綾瀬市が「電子書籍図書館」 全国屈指1万2000冊の蔵書 交通便悪く…来館せず利用可能 神奈川
タブレット端末やスマートフォンなどを通じて読むことができる電子書籍約1万2千冊の貸し出しを、神奈川県綾瀬市立図書館が4月から始めた。1万冊を超える電子書籍を保有する公立図書館は全国でも珍しいとされる。市内には鉄道の駅がなく、図書館への交通アクセスが不便だが、「電子書籍の場合、来館しなくても読書を楽しむことができる」(同図書館)として導入を決めたという。市では読書の習慣が乏しい若年層らを中心に利用拡大を図る方針だ。
1万2千冊のうち、1万1千冊は著作権が切れた作品を集めた「青空文庫」の中から同図書館が選んだもの。青空文庫は無料で公開されているが、同図書館利用者らの利便性を重視して、電子書籍図書館を導入したという。市では今後、青空図書館以外の分も含めて2万冊まで増やす方針としている。
◆おすすめ紹介機能も
市は「電子図書館」として、ホームページ(HP)上で紹介。利用するには、綾瀬市立図書館本館でIDとパスワードを取得することが必要で、電子図書館用のカードを受け取る。
24時間利用が可能で、貸し出しは3点までとなっている。貸出期間は14日間で、貸出期間が過ぎると、自動的に返却される仕組みになっているという。

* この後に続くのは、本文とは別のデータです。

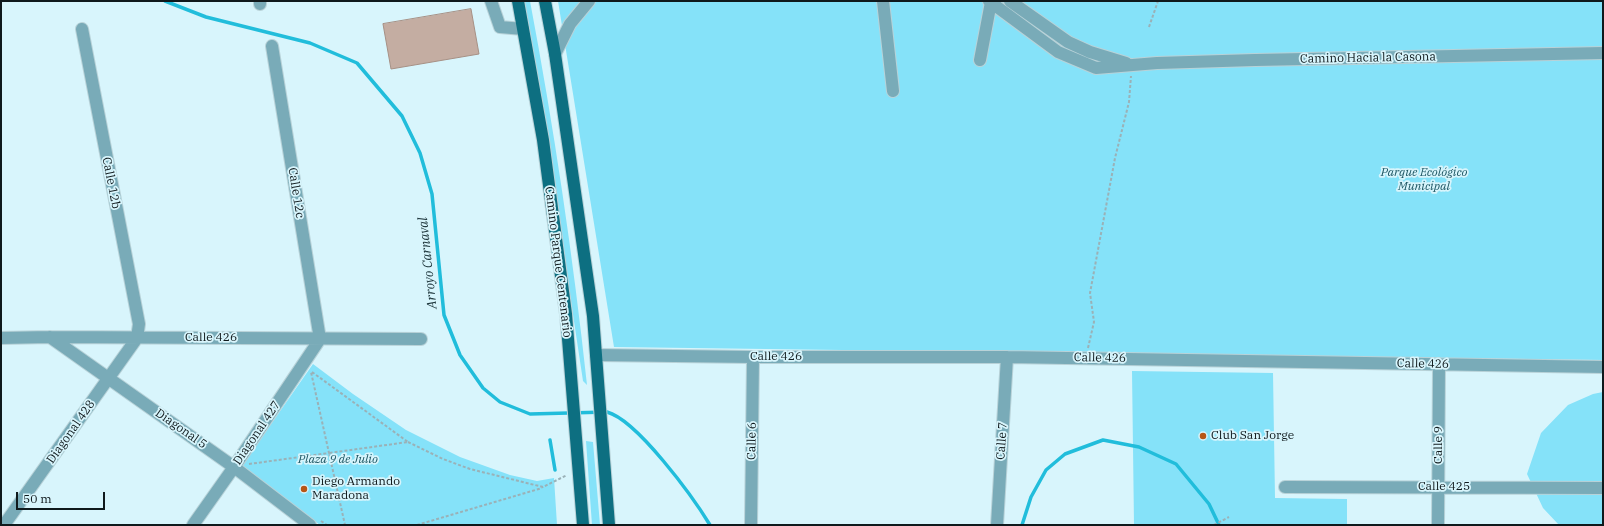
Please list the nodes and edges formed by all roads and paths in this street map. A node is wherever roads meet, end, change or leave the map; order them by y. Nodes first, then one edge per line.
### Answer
1 (491, 1) edge
2 (518, 1) edge
3 (546, 1) edge
4 (589, 1) edge
5 (883, 1) edge
6 (1010, 1) edge
7 (1158, 1) edge
8 (990, 2) edge
9 (1149, 27) dead end
10 (82, 29) dead end
11 (523, 29) junction
12 (272, 46) dead end
13 (1603, 53) edge
14 (555, 54) junction
15 (980, 60) dead end
16 (1132, 65) junction
17 (893, 91) dead end
18 (50, 337) junction
19 (1, 338) edge
20 (137, 338) junction
21 (320, 339) junction
22 (421, 339) dead end
23 (596, 355) junction
24 (753, 357) junction
25 (1007, 357) junction
26 (1088, 358) junction
27 (1439, 364) junction
28 (1603, 367) edge
29 (307, 369) junction
30 (307, 378) dead end
31 (108, 379) junction
32 (408, 442) junction
33 (329, 453) junction
34 (250, 459) dead end
35 (240, 466) junction
36 (252, 470) dead end
37 (579, 470) junction
38 (1285, 486) dead end
39 (1439, 487) junction
40 (543, 488) junction
41 (1603, 488) edge
42 (1229, 517) dead end
43 (315, 523) edge
44 (4, 525) edge
45 (193, 525) edge
46 (326, 525) edge
47 (345, 525) edge
48 (417, 525) edge
49 (583, 525) edge
50 (609, 525) edge
51 (751, 525) edge
52 (997, 525) edge
53 (1214, 525) edge
54 (1438, 525) edge

1 - 11 street
2 - 11 main road, Camino Parque Centenario
3 - 14 main road, Camino Parque Centenario
4 - 14 street
5 - 17 street
6 - 16 street, Camino Hacia la Casona
7 - 9 path
8 - 15 street
8 - 16 street, Camino Hacia la Casona
10 - 20 street, Calle 12b
11 - 37 main road, Camino Parque Centenario
12 - 21 street, Calle 12c
13 - 16 street, Camino Hacia la Casona
14 - 23 main road, Camino Parque Centenario
16 - 26 path
18 - 19 street, Calle 426
18 - 20 street, Calle 426
18 - 31 street, Diagonal 5
20 - 21 street, Calle 426
20 - 31 street, Diagonal 428
21 - 22 street, Calle 426
21 - 29 street, Diagonal 427
23 - 24 street, Calle 426
23 - 50 main road, Camino Parque Centenario
24 - 25 street, Calle 426
24 - 51 street, Calle 6
25 - 26 street, Calle 426
25 - 52 street, Calle 7
26 - 27 street, Calle 426
27 - 28 street, Calle 426
27 - 39 street, Calle 9
29 - 30 path
29 - 32 path
29 - 33 path
29 - 35 street, Diagonal 427
31 - 35 street, Diagonal 5
31 - 44 street, Diagonal 428
32 - 33 path
32 - 40 path
33 - 35 path
33 - 47 path
34 - 35 path
35 - 36 path
35 - 43 street, Diagonal 5
35 - 45 street, Diagonal 427
37 - 40 path
37 - 49 main road, Camino Parque Centenario
38 - 39 street, Calle 425
39 - 41 street, Calle 425
39 - 54 street, Calle 9
40 - 48 path
42 - 53 path
43 - 46 path

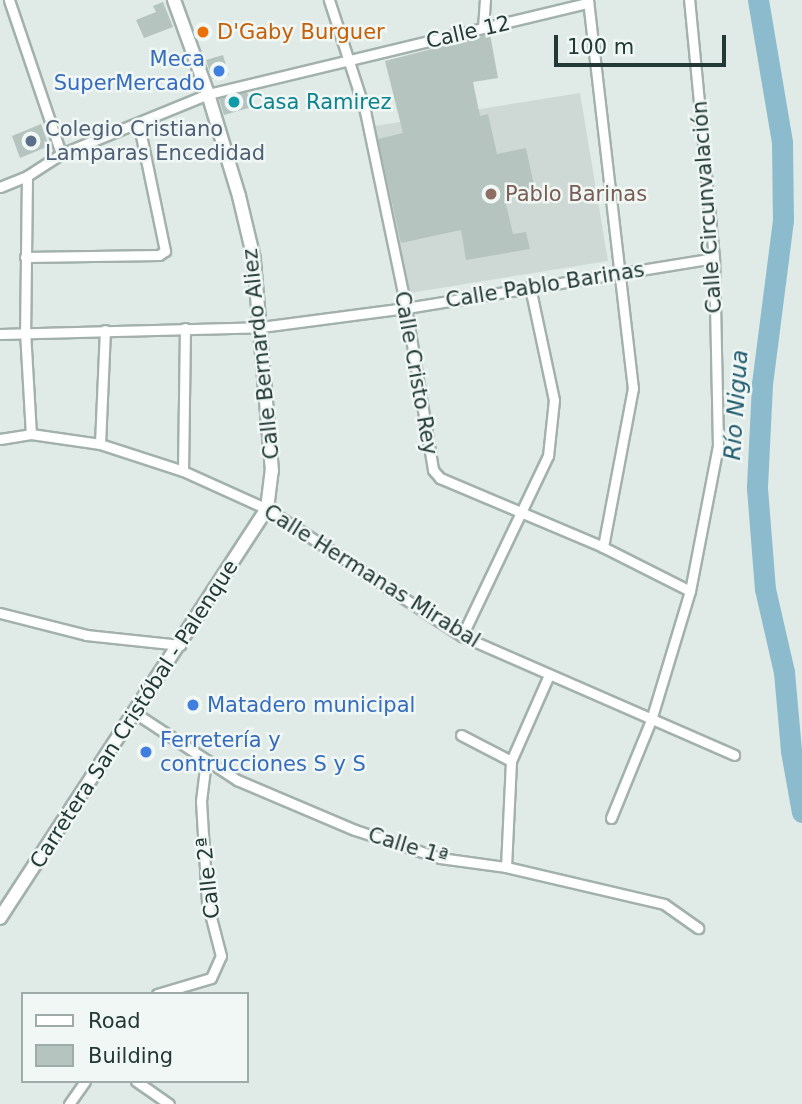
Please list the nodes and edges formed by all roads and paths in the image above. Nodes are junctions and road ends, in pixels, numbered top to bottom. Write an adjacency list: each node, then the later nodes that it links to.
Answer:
1 (9, 0): 11 (street)
2 (174, 0): 9 (main road, Calle Bernardo Aliez)
3 (329, 0): 8 (street, Calle Cristo Rey)
4 (485, 0): 7 (street)
5 (689, 0): 15 (street, Calle Circunvalación)
6 (588, 2): 7 (street, Calle 12); 16 (street)
7 (483, 28): 8 (street, Calle 12)
8 (348, 60): 9 (street, Calle 12); 18 (street, Calle Cristo Rey)
9 (208, 94): 10 (street, Calle 12); 19 (main road, Calle Bernardo Aliez)
10 (139, 125): 11 (street, Calle 12); 14 (street)
11 (61, 155): 12 (street, Calle 12)
12 (27, 176): 13 (street, Calle 12); 14 (street)
13 (0, 187)
14 (25, 257): 22 (street)
15 (714, 258): 16 (street, Calle Pablo Barinas); 31 (street, Calle Circunvalación)
16 (618, 272): 17 (street, Calle Pablo Barinas); 30 (street)
17 (530, 287): 18 (street, Calle Pablo Barinas); 29 (street)
18 (406, 308): 19 (street, Calle Pablo Barinas); 29 (street, Calle Cristo Rey)
19 (261, 327): 20 (street, Calle Pablo Barinas); 28 (main road, Calle Bernardo Aliez)
20 (185, 328): 21 (street, Calle Pablo Barinas); 27 (street)
21 (105, 330): 22 (street, Calle Pablo Barinas); 26 (street)
22 (25, 331): 23 (street, Calle Pablo Barinas); 24 (street)
23 (0, 334)
24 (31, 433): 25 (street, Calle Hermanas Mirabal); 26 (street, Calle Hermanas Mirabal)
25 (0, 439)
26 (100, 444): 27 (street, Calle Hermanas Mirabal)
27 (183, 471): 28 (street, Calle Hermanas Mirabal)
28 (267, 509): 33 (street, Calle Hermanas Mirabal); 34 (main road, Carretera San Cristóbal - Palenque)
29 (522, 514): 30 (street, Calle Cristo Rey); 33 (street)
30 (603, 547): 31 (street, Calle Cristo Rey)
31 (690, 591): 37 (street, Calle Circunvalación)
32 (0, 612): 34 (street)
33 (462, 636): 35 (street, Calle Hermanas Mirabal)
34 (180, 645): 36 (main road, Carretera San Cristóbal - Palenque)
35 (549, 675): 37 (street, Calle Hermanas Mirabal); 41 (street)
36 (135, 713): 40 (street, Calle 1ª); 44 (main road, Carretera San Cristóbal - Palenque)
37 (651, 720): 39 (street, Calle Hermanas Mirabal); 42 (street, Calle Circunvalación)
38 (461, 735): 41 (street)
39 (734, 755)
40 (206, 760): 43 (street, Calle 1ª); 46 (street, Calle 2ª)
41 (511, 761): 43 (street)
42 (611, 818)
43 (506, 867): 45 (street, Calle 1ª)
44 (0, 918)
45 (698, 928)
46 (164, 992)
47 (84, 1083): 49 (street)
48 (139, 1083): 50 (street)
49 (69, 1104)
50 (169, 1104)

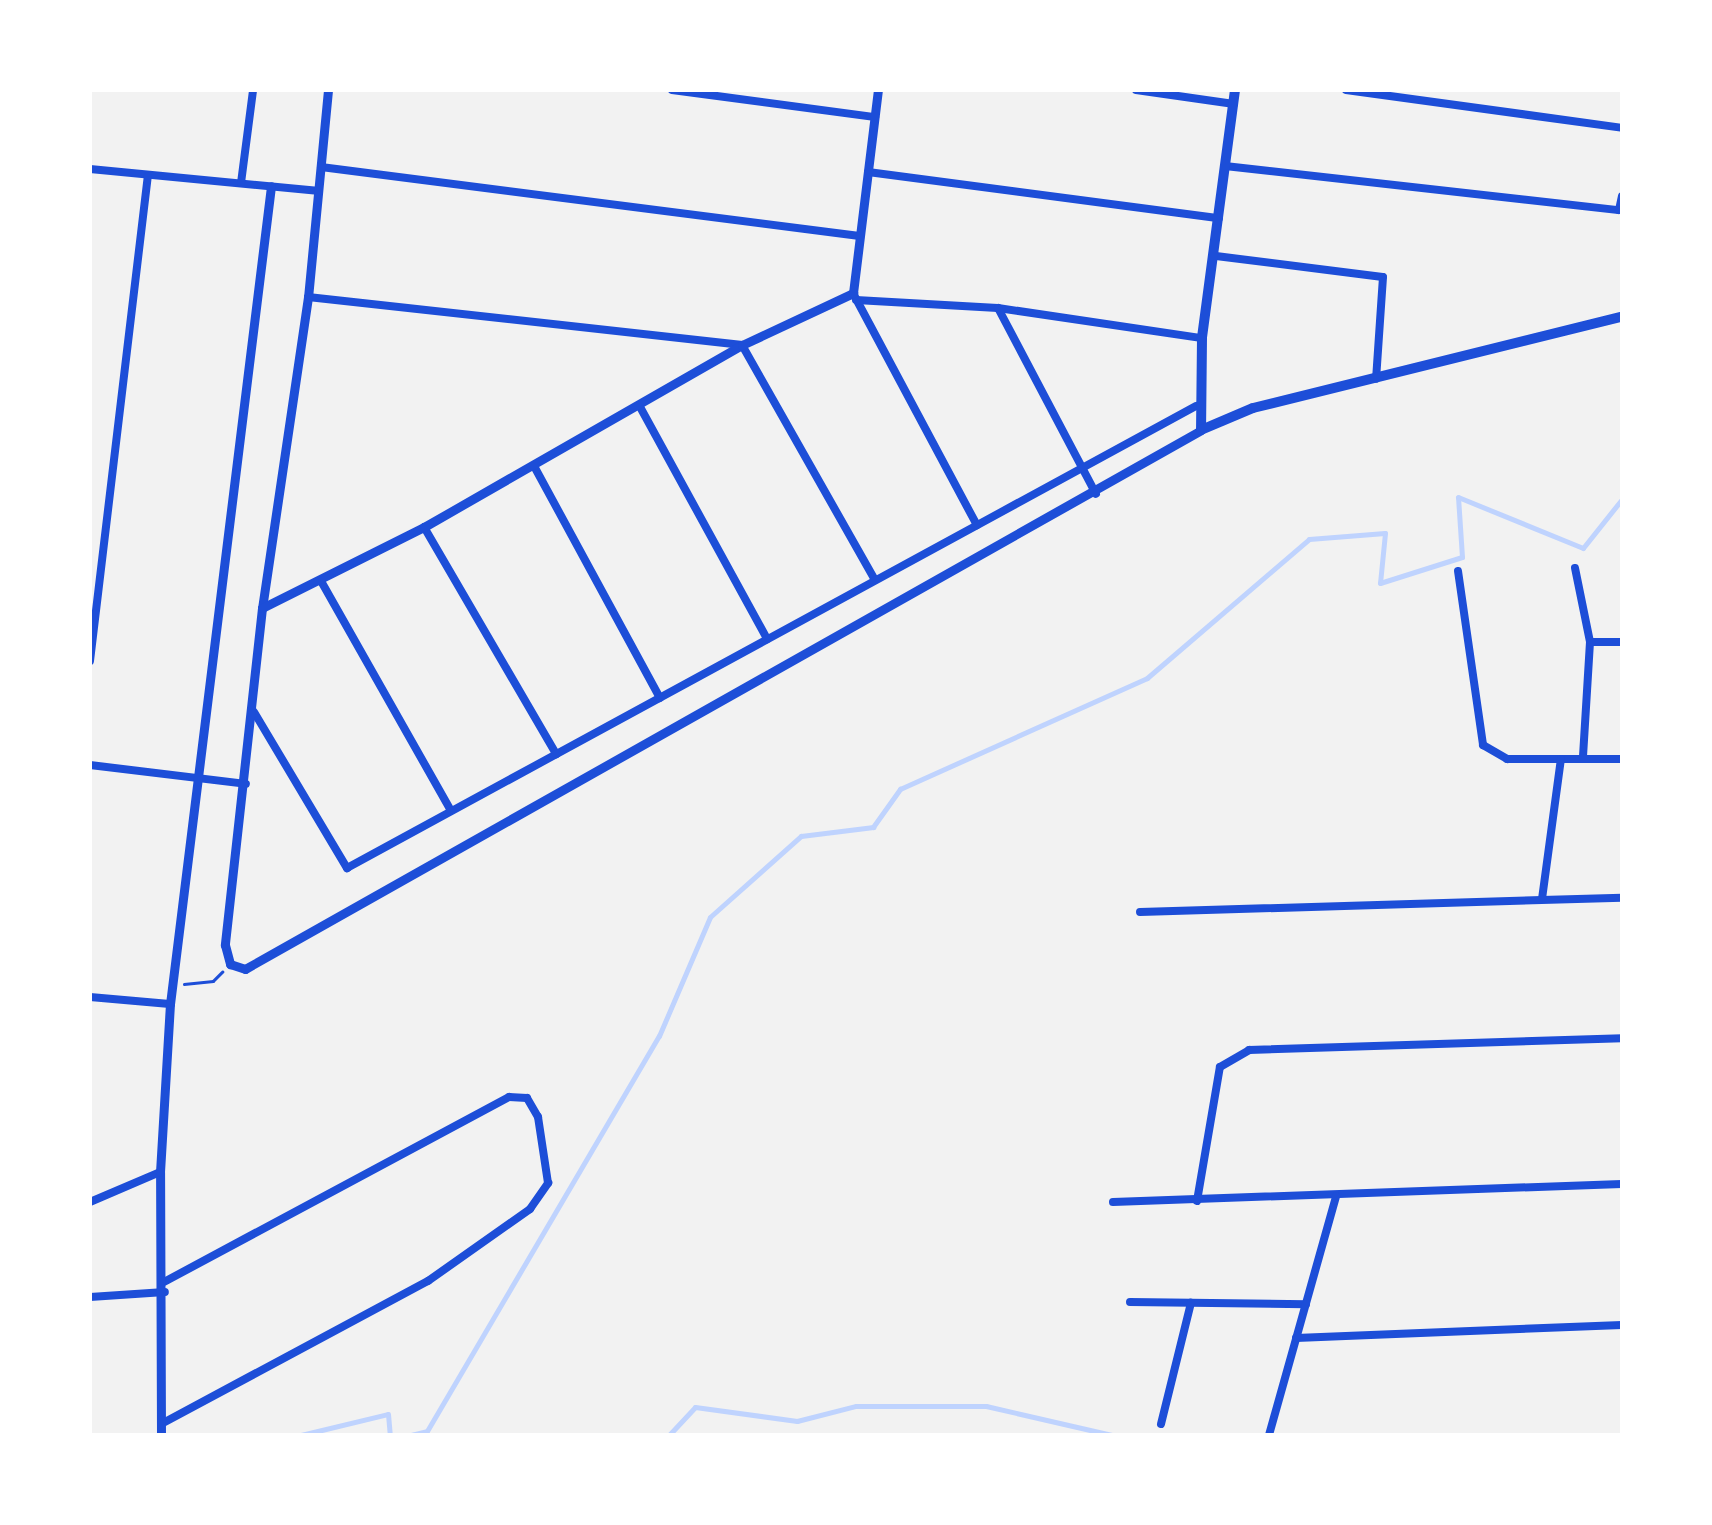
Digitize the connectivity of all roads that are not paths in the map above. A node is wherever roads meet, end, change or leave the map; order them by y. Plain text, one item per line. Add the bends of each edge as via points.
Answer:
1 (253, 90) edge
2 (328, 90) edge
3 (672, 90) edge
4 (878, 90) edge
5 (1136, 90) edge
6 (1234, 90) edge
7 (1346, 90) edge
8 (1234, 104) junction
9 (874, 117) junction
10 (1622, 128) edge
11 (1225, 166) junction
12 (321, 167) junction
13 (90, 168) edge
14 (868, 172) junction
15 (148, 176) junction
16 (241, 183) junction
17 (271, 186) junction
18 (317, 191) junction
19 (1622, 196) edge
20 (1218, 218) junction
21 (860, 236) junction
22 (1216, 256) junction
23 (854, 296) junction
24 (308, 297) junction
25 (998, 308) junction
26 (1622, 317) edge
27 (1202, 338) junction
28 (742, 345) junction
29 (1376, 379) junction
30 (639, 405) junction
31 (1196, 406) junction
32 (1200, 430) junction
33 (534, 466) junction
34 (1086, 466) junction
35 (1096, 494) junction
36 (977, 525) junction
37 (424, 527) junction
38 (1575, 568) dead end
39 (1458, 571) dead end
40 (876, 580) junction
41 (320, 581) junction
42 (262, 608) junction
43 (767, 639) junction
44 (1590, 642) junction
45 (1622, 642) edge
46 (90, 661) edge
47 (660, 698) junction
48 (254, 712) junction
49 (556, 754) junction
50 (1582, 756) junction
51 (1561, 758) junction
52 (1622, 758) edge
53 (90, 766) edge
54 (197, 780) junction
55 (246, 784) junction
56 (451, 812) junction
57 (1622, 898) edge
58 (1542, 899) junction
59 (1140, 912) dead end
60 (90, 997) edge
61 (170, 1004) junction
62 (1622, 1038) edge
63 (160, 1172) junction
64 (1622, 1184) edge
65 (1336, 1196) junction
66 (1196, 1201) junction
67 (90, 1202) edge
68 (1113, 1202) dead end
69 (164, 1287) junction
70 (90, 1297) edge
71 (1130, 1302) dead end
72 (1191, 1303) junction
73 (1306, 1304) junction
74 (1622, 1325) edge
75 (1296, 1338) junction
76 (163, 1422) junction
77 (1161, 1424) dead end
78 (161, 1435) edge
79 (1269, 1435) edge

1 - 16 street
2 - 12 street
3 - 9 street
4 - 9 street
5 - 8 street
6 - 8 main road
7 - 10 street
8 - 11 main road
9 - 14 street
11 - 19 street via 1619,210
11 - 20 main road
12 - 18 street
12 - 21 street
13 - 15 street
14 - 20 street
14 - 21 street
15 - 16 street
15 - 46 street
16 - 17 street
17 - 18 street
17 - 54 street
18 - 24 street
20 - 22 main road
21 - 23 street
22 - 27 main road
22 - 29 street via 1383,277
23 - 25 street
23 - 28 street
23 - 36 street
24 - 28 street
24 - 42 street
25 - 27 street
25 - 34 street
26 - 29 main road
27 - 31 main road
28 - 30 street
28 - 40 street
29 - 32 main road via 1252,408
30 - 33 street
30 - 43 street
31 - 32 main road
31 - 34 street
32 - 35 street
33 - 37 street
33 - 47 street
34 - 35 street
34 - 36 street
35 - 55 street via 245,969 230,964 225,945
36 - 40 street
37 - 41 street
37 - 49 street
38 - 44 street
39 - 51 street via 1483,745 1507,758
40 - 43 street
41 - 42 street
41 - 56 street
42 - 48 street
43 - 47 street
44 - 45 street
44 - 50 street
47 - 49 street
48 - 55 street
48 - 56 street via 347,868
49 - 56 street
50 - 51 street
50 - 52 street
51 - 58 street
53 - 54 street
54 - 55 street
54 - 61 street
57 - 58 street
58 - 59 street
60 - 61 street
61 - 63 street
62 - 66 street via 1250,1050 1220,1067
63 - 67 street
63 - 69 street
64 - 65 street
65 - 66 street
65 - 73 street
66 - 68 street
69 - 70 street
69 - 76 street
69 - 76 street via 509,1097 526,1098 546,1147 548,1183 530,1209 428,1281
71 - 72 street
72 - 73 street
72 - 77 street
73 - 75 street
74 - 75 street
75 - 79 street
76 - 78 street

利用者情報の画面を設定することが可能で、過去に借りた電子書籍のジャンルなどから、おすすめの書籍を紹介する機能や、これから借りたい電子書籍の情報を保存しておけるリスト機能、電子書籍を評価する機能なども備えた。利用対象者は綾瀬市民のほか、相模原市▽藤沢市▽秦野市▽厚木市▽大和市▽伊勢原市▽海老名市▽座間市▽愛川町▽清川村-といった近隣の10市町村の住民も利用が可能だ。
◆若年層や生涯学習に
電子書籍の貸し出しサービスについては、県内では大和市が2年前から実施しているが、蔵書はわずか約300冊。電子書籍の貸し出しは全国約70の自治体で行っているが、「1万冊超の蔵書はかなり多い方」(綾瀬市)という。
綾瀬市が電子書籍事業に力を入れる狙いは、市内に鉄道の駅がなく、交通手段が限られる中、図書館に足を運びにくい市民らへの利用を促進するためだ。「読書活動の普及や生涯学習活動の活発化を図る」としている。中でも、読書の習慣が乏しく活字離れが深刻な若年層や、子育て世代への浸透を進める考えだ。市では今年度から、図書館本館の平日の開館時間を午後7時まで延長したほか、返却ボックスを新たに5カ所設置するなど、図書館利用率の向上に本格的に取り組んでいる。今後の取り組みにも注目だ。